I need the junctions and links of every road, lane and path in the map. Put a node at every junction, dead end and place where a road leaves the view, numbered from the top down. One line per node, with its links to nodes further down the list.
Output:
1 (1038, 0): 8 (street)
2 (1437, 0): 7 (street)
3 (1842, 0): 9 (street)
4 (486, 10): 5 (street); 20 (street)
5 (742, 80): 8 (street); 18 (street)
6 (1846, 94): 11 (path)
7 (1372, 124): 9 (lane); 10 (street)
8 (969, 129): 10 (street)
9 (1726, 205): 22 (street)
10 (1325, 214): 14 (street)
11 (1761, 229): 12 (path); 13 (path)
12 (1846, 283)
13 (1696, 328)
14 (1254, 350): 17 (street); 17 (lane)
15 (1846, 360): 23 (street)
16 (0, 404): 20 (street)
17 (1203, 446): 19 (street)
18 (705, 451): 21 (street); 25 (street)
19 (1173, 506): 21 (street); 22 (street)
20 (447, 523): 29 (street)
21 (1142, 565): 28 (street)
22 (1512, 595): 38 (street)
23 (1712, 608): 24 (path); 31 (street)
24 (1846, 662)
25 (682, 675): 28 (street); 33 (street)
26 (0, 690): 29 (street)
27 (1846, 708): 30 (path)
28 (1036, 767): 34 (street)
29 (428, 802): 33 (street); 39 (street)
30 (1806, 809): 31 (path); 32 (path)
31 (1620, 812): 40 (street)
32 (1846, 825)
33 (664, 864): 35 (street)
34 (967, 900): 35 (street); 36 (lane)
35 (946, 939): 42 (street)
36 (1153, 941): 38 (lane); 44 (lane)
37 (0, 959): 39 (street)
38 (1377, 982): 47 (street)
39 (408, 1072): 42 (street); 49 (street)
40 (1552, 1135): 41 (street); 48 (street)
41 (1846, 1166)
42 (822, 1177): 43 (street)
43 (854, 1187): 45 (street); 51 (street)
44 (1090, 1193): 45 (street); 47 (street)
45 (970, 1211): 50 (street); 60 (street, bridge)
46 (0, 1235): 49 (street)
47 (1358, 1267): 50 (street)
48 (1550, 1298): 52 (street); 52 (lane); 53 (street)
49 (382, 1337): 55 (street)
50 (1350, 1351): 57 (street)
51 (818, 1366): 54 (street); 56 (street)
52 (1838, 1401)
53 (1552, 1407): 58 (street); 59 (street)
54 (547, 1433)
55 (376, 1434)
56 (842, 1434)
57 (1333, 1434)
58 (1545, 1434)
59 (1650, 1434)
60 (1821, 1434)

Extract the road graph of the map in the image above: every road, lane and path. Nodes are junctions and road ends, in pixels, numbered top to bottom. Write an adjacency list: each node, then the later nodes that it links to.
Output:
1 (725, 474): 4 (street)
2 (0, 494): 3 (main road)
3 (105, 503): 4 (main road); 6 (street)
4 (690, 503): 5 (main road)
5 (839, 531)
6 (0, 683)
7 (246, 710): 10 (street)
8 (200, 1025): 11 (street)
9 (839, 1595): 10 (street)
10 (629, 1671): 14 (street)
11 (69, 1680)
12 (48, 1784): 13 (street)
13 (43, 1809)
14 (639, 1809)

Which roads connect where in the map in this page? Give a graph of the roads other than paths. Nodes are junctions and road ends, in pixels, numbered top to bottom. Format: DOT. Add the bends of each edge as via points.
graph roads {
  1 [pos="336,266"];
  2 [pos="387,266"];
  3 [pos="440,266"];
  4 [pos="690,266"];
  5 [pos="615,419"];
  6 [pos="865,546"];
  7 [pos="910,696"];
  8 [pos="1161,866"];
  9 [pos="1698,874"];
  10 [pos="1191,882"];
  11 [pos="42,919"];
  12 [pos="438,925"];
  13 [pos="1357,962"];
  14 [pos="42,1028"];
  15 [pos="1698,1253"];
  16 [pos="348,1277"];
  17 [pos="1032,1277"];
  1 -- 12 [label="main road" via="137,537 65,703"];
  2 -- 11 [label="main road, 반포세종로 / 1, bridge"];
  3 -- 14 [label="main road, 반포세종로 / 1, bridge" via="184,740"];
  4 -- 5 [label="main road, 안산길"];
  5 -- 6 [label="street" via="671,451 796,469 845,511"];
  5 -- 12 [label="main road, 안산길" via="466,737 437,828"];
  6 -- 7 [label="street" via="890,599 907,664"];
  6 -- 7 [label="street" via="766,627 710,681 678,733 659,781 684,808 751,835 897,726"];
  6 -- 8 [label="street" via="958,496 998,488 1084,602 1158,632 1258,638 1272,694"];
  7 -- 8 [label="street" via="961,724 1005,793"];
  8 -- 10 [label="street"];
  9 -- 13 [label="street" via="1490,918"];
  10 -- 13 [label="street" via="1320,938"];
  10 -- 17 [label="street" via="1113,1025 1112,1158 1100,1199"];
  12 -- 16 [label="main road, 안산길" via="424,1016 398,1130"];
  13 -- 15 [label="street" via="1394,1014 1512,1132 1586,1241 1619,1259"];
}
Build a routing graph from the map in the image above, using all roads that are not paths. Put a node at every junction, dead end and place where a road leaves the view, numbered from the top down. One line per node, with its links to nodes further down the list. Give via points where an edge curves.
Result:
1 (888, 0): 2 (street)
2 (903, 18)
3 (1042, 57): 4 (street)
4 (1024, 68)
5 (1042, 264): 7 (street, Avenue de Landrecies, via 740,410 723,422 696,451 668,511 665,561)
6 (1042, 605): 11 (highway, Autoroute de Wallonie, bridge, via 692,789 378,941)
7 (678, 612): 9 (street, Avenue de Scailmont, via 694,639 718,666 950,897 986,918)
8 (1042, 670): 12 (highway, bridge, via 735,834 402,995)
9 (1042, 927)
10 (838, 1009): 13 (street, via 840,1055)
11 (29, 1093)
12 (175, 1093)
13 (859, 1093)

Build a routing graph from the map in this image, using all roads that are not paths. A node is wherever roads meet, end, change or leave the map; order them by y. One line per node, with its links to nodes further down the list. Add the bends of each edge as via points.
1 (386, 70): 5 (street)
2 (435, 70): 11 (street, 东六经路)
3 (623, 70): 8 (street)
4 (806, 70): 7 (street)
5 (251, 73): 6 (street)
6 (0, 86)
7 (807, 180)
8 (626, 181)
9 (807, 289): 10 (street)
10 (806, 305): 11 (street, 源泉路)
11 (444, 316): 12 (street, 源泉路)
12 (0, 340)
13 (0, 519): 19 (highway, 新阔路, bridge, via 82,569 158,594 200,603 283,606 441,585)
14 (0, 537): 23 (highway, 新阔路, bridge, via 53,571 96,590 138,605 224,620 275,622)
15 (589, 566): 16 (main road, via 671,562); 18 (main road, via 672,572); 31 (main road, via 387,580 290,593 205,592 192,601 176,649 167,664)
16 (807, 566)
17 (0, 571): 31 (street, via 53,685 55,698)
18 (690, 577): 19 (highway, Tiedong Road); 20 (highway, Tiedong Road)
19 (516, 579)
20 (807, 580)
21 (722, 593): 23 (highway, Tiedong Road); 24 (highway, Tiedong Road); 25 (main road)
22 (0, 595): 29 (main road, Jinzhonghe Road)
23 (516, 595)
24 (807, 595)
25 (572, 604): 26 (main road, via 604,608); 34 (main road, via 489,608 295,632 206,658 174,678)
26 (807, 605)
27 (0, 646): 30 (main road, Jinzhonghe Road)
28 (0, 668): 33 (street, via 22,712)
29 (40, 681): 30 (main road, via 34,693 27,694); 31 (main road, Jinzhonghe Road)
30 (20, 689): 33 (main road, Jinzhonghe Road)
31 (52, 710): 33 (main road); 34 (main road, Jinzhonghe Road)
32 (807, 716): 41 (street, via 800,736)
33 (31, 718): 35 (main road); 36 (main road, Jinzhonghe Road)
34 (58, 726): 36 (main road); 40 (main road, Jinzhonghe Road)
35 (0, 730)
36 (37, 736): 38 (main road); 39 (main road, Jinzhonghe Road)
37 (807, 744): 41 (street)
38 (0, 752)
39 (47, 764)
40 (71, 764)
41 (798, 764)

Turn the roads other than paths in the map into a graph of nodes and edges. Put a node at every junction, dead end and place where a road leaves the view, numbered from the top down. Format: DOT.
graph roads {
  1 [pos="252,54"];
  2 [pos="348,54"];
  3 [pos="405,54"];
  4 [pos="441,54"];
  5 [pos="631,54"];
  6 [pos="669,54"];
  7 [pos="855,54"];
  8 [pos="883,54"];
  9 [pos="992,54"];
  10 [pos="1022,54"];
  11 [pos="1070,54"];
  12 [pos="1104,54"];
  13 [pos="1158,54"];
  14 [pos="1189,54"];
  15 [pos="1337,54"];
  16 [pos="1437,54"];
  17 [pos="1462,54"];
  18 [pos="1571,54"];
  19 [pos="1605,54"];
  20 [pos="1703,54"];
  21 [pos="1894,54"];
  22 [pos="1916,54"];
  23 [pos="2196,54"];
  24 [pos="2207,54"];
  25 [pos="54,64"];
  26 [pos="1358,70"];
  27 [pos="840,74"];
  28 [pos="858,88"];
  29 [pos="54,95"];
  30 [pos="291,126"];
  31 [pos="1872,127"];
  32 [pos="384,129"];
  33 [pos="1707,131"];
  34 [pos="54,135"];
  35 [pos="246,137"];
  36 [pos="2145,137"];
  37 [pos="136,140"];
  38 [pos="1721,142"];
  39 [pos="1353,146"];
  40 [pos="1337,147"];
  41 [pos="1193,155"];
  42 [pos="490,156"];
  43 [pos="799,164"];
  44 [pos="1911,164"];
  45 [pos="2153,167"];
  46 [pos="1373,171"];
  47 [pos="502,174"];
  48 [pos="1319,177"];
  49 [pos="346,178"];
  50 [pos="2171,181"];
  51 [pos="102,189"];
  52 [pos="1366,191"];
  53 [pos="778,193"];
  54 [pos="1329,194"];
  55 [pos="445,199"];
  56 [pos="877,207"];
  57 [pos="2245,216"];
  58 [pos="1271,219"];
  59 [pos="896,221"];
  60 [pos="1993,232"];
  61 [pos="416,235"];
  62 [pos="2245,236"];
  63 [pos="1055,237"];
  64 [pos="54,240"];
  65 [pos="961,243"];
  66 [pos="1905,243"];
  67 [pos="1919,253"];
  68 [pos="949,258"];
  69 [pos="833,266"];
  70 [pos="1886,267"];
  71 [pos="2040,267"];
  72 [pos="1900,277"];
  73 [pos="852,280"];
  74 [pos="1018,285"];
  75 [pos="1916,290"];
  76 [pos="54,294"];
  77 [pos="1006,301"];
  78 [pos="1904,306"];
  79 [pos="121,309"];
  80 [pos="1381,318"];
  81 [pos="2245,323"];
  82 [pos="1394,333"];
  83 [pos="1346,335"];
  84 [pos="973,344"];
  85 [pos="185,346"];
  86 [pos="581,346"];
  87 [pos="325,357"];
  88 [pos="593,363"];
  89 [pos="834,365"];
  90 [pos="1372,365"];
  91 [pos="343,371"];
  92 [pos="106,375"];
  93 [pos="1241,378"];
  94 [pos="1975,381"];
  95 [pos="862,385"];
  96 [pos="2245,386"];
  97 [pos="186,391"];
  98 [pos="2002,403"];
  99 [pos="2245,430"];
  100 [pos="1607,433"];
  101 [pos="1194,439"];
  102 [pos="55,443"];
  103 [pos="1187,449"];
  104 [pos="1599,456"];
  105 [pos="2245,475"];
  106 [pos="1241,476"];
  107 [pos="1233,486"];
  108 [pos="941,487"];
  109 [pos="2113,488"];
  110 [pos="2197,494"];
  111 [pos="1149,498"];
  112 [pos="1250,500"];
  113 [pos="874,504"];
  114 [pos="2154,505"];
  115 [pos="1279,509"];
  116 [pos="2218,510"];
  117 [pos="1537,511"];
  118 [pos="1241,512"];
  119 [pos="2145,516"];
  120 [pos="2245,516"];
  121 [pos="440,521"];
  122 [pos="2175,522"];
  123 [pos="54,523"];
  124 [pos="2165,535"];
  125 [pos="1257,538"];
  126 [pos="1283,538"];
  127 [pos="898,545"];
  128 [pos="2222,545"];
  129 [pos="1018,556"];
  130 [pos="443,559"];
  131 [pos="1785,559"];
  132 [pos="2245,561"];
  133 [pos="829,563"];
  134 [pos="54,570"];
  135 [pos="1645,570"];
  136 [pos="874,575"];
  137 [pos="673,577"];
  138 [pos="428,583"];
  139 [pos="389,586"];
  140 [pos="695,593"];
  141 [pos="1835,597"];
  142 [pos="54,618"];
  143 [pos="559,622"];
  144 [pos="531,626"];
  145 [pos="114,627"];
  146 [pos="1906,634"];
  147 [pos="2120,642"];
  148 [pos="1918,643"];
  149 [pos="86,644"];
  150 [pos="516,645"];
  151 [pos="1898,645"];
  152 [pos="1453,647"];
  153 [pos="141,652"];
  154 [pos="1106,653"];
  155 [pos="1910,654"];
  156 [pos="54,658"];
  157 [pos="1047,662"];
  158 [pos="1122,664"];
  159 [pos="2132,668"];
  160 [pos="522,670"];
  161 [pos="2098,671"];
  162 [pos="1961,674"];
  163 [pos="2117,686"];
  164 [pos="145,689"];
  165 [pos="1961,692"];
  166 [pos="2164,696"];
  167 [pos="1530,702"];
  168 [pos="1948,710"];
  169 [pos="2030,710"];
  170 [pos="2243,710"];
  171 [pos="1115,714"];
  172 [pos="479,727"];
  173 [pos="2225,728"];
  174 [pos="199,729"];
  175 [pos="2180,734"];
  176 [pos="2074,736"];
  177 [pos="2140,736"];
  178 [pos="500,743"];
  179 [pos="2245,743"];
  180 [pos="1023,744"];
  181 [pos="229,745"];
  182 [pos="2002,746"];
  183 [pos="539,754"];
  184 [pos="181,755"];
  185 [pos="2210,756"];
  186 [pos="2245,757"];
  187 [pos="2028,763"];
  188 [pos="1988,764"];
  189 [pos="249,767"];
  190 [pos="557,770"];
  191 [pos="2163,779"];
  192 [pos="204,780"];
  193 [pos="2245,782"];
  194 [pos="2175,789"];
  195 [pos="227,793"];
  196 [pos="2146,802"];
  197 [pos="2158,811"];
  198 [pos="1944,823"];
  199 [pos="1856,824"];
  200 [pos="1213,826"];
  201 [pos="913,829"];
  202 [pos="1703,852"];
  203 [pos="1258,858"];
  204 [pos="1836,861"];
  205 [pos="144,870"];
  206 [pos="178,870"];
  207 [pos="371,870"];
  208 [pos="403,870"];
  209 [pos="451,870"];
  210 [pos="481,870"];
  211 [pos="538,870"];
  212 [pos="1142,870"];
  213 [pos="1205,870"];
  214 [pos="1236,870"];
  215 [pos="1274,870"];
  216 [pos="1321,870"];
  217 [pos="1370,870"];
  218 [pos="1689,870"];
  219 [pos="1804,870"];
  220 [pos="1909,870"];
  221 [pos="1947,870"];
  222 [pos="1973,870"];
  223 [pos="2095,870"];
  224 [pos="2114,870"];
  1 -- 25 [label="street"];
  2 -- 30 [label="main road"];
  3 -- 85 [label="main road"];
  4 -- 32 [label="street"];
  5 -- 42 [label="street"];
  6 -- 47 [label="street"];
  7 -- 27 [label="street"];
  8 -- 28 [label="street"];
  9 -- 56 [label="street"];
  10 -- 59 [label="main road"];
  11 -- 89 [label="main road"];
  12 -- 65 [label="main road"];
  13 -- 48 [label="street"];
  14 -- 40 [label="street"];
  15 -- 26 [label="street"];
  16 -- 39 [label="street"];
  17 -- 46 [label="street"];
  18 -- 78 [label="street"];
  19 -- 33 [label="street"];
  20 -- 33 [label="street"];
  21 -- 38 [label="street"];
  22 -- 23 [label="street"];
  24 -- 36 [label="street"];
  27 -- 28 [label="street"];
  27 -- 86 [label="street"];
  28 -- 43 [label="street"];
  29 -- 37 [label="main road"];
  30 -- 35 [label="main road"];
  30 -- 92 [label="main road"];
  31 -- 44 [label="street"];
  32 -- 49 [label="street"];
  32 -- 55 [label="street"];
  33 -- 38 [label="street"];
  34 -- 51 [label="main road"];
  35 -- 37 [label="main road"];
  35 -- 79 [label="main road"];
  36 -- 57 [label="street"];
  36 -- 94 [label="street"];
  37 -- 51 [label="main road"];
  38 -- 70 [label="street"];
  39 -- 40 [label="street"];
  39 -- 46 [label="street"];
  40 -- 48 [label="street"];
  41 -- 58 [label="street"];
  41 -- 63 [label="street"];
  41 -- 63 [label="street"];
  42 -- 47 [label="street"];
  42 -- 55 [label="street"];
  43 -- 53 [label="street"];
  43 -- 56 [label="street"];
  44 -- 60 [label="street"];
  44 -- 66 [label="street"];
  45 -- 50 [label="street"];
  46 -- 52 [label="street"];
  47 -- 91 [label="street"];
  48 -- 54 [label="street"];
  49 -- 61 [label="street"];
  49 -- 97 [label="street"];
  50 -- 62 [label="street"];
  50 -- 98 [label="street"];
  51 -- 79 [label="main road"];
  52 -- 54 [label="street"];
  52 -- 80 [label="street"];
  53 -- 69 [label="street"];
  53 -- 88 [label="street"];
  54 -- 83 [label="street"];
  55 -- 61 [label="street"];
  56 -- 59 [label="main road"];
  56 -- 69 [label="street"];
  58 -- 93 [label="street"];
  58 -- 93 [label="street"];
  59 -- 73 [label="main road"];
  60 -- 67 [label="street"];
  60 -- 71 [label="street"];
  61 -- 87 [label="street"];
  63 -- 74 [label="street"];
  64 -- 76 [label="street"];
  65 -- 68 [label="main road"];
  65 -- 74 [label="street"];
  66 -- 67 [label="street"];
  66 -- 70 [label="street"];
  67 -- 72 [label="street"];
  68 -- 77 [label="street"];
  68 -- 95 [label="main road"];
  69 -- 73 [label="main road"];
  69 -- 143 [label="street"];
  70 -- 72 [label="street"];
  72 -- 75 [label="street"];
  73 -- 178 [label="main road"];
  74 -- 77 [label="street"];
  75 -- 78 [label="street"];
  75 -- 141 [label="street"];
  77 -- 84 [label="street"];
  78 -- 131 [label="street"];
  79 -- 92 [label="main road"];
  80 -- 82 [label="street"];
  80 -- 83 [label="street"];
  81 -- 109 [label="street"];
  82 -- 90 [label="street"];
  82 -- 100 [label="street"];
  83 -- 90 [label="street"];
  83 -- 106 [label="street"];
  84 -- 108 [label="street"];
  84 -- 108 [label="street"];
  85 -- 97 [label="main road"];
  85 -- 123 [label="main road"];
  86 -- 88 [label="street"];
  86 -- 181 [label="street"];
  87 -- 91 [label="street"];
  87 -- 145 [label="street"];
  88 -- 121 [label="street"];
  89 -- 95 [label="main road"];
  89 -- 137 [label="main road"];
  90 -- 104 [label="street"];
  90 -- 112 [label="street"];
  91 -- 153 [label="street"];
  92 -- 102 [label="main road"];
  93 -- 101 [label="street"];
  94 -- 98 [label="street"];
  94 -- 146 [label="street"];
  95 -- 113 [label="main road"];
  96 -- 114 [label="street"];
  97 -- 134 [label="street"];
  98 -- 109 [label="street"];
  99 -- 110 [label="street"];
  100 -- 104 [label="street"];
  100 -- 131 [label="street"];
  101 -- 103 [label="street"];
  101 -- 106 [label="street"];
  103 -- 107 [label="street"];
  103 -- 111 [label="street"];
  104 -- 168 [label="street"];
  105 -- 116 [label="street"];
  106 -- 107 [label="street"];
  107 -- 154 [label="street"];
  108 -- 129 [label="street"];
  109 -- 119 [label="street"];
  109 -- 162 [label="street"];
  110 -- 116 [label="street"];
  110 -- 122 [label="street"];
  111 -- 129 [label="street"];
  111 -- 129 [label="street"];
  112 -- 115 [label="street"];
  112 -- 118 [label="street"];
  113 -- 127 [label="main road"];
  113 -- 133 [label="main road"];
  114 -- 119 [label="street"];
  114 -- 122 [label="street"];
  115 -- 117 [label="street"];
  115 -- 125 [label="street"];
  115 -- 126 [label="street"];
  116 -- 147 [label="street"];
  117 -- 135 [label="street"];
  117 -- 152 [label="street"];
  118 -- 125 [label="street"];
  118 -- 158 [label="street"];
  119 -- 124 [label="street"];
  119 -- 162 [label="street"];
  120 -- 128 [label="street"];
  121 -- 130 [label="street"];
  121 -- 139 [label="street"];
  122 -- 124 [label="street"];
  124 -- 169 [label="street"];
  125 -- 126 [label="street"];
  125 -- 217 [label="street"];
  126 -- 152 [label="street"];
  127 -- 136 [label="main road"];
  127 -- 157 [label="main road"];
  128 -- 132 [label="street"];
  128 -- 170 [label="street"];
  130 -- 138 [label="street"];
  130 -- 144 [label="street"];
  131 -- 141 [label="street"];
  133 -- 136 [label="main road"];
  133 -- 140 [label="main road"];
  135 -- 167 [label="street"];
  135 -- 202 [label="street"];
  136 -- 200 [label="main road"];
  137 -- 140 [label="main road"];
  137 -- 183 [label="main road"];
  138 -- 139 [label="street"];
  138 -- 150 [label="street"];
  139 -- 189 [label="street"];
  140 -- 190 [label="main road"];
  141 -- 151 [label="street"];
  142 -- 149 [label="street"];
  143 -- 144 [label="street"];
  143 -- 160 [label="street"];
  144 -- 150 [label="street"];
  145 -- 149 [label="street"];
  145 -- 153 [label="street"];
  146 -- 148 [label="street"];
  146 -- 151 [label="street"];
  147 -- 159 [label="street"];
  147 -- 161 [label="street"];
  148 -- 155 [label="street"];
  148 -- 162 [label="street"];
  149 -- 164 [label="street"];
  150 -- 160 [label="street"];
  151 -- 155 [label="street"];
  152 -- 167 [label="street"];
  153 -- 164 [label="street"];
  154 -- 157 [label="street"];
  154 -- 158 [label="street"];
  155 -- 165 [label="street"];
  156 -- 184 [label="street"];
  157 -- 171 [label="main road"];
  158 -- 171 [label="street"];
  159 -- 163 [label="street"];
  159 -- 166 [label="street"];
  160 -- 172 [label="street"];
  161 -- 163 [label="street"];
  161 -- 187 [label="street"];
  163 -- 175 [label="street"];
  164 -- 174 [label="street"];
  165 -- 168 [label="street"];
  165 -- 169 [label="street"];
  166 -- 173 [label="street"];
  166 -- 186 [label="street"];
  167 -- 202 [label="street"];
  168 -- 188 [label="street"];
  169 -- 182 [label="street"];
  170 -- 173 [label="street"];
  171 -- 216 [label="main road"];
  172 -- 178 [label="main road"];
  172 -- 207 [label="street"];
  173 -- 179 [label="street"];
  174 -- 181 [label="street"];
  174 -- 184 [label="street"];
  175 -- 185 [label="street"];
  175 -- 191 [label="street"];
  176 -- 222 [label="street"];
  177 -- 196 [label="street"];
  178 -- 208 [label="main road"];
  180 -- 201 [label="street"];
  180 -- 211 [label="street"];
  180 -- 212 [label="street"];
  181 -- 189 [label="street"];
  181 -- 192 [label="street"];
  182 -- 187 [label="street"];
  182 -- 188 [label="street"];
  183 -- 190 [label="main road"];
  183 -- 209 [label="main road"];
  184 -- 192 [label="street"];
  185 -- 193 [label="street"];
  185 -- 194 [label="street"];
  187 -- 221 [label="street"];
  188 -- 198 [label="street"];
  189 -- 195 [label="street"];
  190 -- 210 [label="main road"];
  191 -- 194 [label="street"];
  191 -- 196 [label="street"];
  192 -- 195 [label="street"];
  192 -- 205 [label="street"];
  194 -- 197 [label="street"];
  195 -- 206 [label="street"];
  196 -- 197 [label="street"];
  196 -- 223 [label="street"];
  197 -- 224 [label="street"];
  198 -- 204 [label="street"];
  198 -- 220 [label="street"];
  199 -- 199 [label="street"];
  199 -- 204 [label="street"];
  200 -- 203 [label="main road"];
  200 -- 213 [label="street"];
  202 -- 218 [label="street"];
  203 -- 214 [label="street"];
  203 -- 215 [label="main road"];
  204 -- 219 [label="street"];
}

────────────────

▶ _Problem requirements_
Check each line of the entries, and copy the ones that contain "Tiedong".

▶ _Answer box_
18 (690, 577): 19 (highway, Tiedong Road); 20 (highway, Tiedong Road)
21 (722, 593): 23 (highway, Tiedong Road); 24 (highway, Tiedong Road); 25 (main road)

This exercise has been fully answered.